EXERCISE DESCRIPTION: Would you copy out each line of the records below that includes the word "Instruction"?

[Dataset entries]
_ _ _ _ _

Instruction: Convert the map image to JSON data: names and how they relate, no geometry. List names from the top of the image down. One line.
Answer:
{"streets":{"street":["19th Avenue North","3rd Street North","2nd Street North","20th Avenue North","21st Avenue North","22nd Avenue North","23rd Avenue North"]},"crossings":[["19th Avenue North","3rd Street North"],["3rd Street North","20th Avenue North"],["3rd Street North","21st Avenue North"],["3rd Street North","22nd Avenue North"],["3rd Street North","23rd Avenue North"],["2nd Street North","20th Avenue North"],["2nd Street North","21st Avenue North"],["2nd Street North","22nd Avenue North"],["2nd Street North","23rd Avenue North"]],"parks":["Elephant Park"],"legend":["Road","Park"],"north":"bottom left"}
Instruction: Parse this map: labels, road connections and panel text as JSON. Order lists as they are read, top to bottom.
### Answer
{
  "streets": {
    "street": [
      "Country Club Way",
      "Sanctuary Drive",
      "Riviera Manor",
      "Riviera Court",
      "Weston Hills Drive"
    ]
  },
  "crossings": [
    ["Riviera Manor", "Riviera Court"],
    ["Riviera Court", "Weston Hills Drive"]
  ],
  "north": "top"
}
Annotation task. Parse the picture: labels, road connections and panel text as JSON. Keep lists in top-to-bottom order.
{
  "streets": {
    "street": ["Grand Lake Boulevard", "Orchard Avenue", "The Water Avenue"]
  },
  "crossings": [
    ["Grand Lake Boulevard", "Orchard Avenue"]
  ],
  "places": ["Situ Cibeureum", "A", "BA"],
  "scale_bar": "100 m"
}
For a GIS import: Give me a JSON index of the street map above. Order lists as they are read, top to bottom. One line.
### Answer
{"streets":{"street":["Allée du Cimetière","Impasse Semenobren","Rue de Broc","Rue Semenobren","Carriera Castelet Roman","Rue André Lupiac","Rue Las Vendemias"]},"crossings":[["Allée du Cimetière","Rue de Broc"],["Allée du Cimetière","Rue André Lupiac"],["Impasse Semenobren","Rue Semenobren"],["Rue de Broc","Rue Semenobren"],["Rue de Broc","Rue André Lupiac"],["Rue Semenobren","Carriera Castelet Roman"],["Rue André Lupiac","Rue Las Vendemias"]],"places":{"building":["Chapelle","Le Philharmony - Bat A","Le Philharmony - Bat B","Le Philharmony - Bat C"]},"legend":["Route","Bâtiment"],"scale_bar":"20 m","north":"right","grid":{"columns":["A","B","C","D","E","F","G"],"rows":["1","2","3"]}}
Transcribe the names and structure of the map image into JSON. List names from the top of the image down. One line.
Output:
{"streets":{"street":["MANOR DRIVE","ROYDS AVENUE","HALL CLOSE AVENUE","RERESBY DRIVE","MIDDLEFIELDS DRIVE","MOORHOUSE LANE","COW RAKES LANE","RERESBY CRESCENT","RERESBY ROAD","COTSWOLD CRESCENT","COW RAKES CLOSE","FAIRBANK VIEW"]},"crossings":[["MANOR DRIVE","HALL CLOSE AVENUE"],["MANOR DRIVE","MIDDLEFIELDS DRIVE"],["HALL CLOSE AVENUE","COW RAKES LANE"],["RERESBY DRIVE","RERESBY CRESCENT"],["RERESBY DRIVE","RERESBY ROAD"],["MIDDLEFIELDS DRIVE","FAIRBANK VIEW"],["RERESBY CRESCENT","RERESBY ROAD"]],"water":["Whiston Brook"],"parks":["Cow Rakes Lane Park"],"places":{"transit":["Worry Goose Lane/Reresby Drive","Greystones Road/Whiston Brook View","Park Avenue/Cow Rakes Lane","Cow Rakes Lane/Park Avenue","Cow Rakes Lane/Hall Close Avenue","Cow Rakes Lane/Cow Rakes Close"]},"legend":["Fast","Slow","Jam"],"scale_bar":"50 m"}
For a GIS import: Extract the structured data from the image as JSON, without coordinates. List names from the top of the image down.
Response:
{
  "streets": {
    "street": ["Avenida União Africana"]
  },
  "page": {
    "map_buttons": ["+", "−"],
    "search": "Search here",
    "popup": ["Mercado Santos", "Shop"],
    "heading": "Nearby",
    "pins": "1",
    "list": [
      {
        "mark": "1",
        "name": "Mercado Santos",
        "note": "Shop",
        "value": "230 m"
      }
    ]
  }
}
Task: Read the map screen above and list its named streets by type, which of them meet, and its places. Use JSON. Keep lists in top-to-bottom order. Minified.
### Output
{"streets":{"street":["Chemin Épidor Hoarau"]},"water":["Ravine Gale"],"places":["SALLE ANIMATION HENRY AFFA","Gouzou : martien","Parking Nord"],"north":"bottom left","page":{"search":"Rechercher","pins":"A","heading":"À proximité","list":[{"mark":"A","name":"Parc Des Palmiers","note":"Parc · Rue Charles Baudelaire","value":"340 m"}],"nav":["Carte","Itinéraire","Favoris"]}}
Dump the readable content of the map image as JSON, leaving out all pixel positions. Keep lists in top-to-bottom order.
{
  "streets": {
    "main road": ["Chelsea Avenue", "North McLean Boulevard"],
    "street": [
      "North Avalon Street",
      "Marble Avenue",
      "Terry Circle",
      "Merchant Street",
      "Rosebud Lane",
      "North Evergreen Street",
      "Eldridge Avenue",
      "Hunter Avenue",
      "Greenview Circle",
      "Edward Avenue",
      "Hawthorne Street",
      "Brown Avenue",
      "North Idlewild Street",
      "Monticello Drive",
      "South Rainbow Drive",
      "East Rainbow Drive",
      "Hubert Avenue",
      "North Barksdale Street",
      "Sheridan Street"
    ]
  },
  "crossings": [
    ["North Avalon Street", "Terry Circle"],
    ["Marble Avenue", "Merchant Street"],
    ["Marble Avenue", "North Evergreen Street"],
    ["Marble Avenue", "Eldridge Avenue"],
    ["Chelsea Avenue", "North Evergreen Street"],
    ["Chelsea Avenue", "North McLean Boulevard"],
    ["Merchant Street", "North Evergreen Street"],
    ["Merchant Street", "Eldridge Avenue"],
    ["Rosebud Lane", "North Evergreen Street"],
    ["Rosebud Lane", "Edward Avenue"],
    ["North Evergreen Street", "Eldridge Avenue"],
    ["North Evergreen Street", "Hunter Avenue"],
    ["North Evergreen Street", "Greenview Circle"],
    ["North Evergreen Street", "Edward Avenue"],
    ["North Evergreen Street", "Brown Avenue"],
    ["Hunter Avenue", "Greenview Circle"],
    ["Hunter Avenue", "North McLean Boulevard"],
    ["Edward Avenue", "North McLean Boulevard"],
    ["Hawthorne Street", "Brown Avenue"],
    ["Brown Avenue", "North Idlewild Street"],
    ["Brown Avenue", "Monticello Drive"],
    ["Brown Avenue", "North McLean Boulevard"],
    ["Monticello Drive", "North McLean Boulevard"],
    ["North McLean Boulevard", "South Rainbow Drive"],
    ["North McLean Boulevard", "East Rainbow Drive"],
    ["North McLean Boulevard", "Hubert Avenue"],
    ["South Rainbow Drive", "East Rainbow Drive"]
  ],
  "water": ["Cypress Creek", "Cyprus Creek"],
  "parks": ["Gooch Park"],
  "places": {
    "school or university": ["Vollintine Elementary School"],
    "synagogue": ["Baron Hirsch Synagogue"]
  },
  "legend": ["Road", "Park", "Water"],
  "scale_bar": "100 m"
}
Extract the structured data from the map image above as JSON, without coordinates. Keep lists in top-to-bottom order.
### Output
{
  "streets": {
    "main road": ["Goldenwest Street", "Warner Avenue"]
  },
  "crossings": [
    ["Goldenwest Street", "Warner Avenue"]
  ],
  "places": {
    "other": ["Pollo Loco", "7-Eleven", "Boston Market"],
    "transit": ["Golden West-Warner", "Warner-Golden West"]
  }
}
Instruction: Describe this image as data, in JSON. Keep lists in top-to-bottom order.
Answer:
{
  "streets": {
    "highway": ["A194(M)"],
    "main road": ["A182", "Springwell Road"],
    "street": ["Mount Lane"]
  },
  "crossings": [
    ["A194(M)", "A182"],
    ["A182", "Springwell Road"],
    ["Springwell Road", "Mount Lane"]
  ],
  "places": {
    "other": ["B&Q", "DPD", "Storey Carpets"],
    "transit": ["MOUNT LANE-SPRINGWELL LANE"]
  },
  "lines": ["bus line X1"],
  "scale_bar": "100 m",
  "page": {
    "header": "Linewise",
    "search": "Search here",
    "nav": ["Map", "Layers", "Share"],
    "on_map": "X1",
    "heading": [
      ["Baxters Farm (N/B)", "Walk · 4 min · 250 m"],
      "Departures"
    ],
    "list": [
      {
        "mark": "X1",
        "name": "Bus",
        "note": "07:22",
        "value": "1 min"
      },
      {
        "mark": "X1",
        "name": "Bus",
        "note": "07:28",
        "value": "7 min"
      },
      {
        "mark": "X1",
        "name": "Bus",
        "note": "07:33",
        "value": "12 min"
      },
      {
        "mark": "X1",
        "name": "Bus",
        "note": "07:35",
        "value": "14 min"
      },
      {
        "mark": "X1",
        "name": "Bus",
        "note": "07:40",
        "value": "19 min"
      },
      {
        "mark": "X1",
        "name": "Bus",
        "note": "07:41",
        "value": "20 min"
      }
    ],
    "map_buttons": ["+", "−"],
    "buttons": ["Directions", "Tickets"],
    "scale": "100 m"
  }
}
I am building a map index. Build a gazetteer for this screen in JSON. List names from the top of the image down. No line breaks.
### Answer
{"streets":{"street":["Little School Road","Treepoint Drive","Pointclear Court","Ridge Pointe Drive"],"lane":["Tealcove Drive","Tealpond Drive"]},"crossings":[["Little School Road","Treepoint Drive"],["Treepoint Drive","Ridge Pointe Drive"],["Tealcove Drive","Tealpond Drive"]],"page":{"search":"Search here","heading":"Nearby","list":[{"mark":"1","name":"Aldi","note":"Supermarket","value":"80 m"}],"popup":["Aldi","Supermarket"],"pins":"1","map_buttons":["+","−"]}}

_ _ _ _ _

TASK OUTPUT:
Instruction: Convert the map image to JSON data: names and how they relate, no geometry. List names from the top of the image down. One line.
Instruction: Parse this map: labels, road connections and panel text as JSON. Order lists as they are read, top to bottom.
Instruction: Describe this image as data, in JSON. Keep lists in top-to-bottom order.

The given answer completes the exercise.